═══ DATA PROVIDED
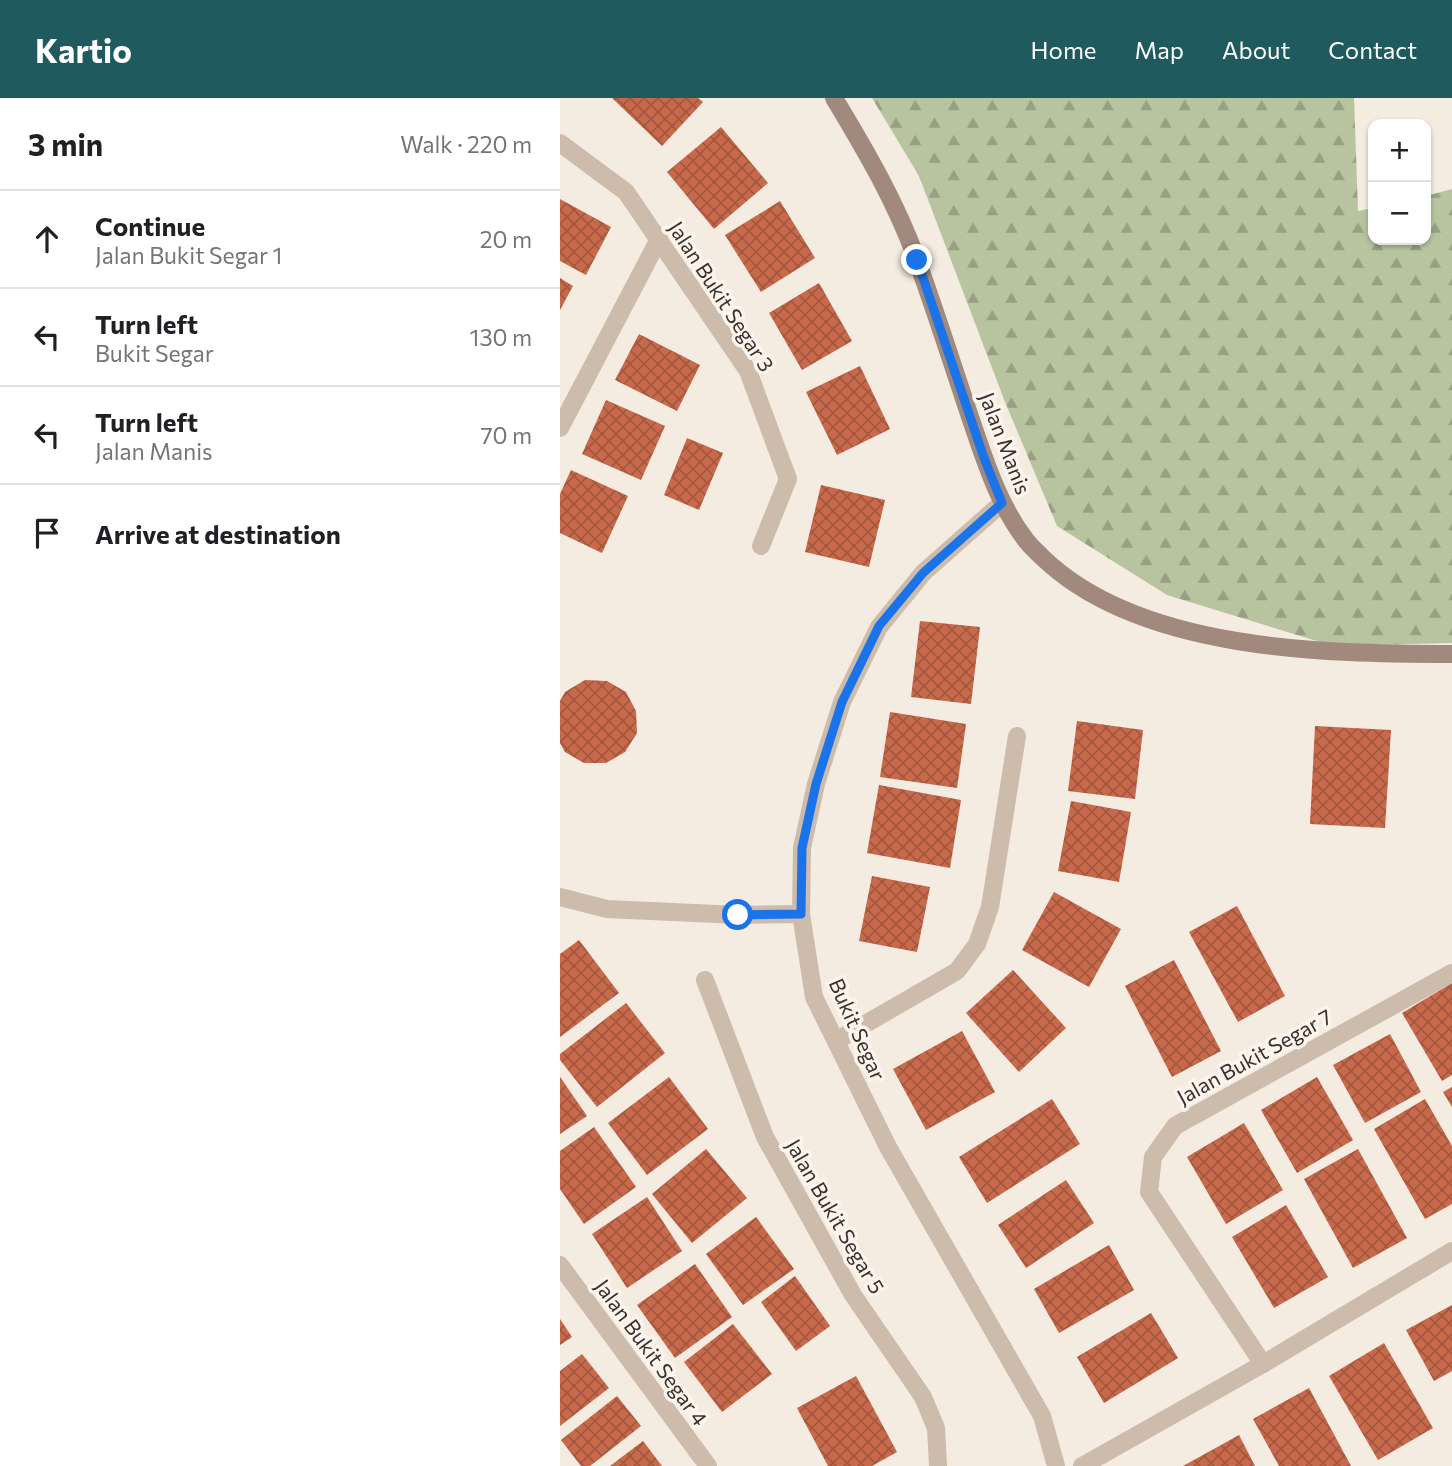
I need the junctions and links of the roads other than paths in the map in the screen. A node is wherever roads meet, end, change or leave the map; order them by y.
1 (834, 98) edge
2 (560, 143) edge
3 (659, 239) junction
4 (560, 428) edge
5 (1002, 503) junction
6 (761, 546) dead end
7 (1452, 654) edge
8 (1017, 736) dead end
9 (560, 897) edge
10 (801, 914) junction
11 (1452, 973) edge
12 (705, 979) dead end
13 (836, 1041) junction
14 (1452, 1251) edge
15 (560, 1265) edge
16 (1263, 1364) junction
17 (708, 1466) edge
18 (938, 1466) edge
19 (1056, 1466) edge
20 (1082, 1466) edge

1 - 5 street, Jalan Manis
2 - 3 street, Jalan Bukit Segar 3
3 - 4 street
3 - 6 street, Jalan Bukit Segar 3
5 - 7 street, Jalan Manis
5 - 10 street, Bukit Segar
8 - 13 street
9 - 10 street
10 - 13 street, Bukit Segar
11 - 16 street, Jalan Bukit Segar 7
12 - 18 street, Jalan Bukit Segar 5
13 - 19 street, Bukit Segar
14 - 16 street
15 - 17 street, Jalan Bukit Segar 4
16 - 20 street

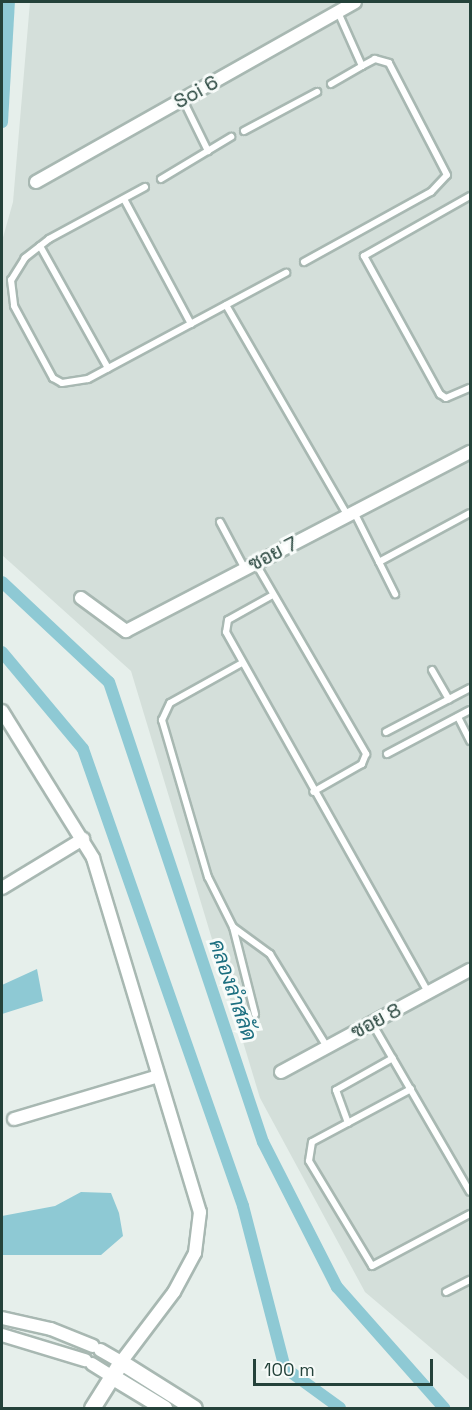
══════
» **WHAT TO PRODUCE**: Across the entries above, find each line with the word "dead" and please copy it out.

» **OUTPUT FOR THIS EXERCISE**:
6 (761, 546) dead end
8 (1017, 736) dead end
12 (705, 979) dead end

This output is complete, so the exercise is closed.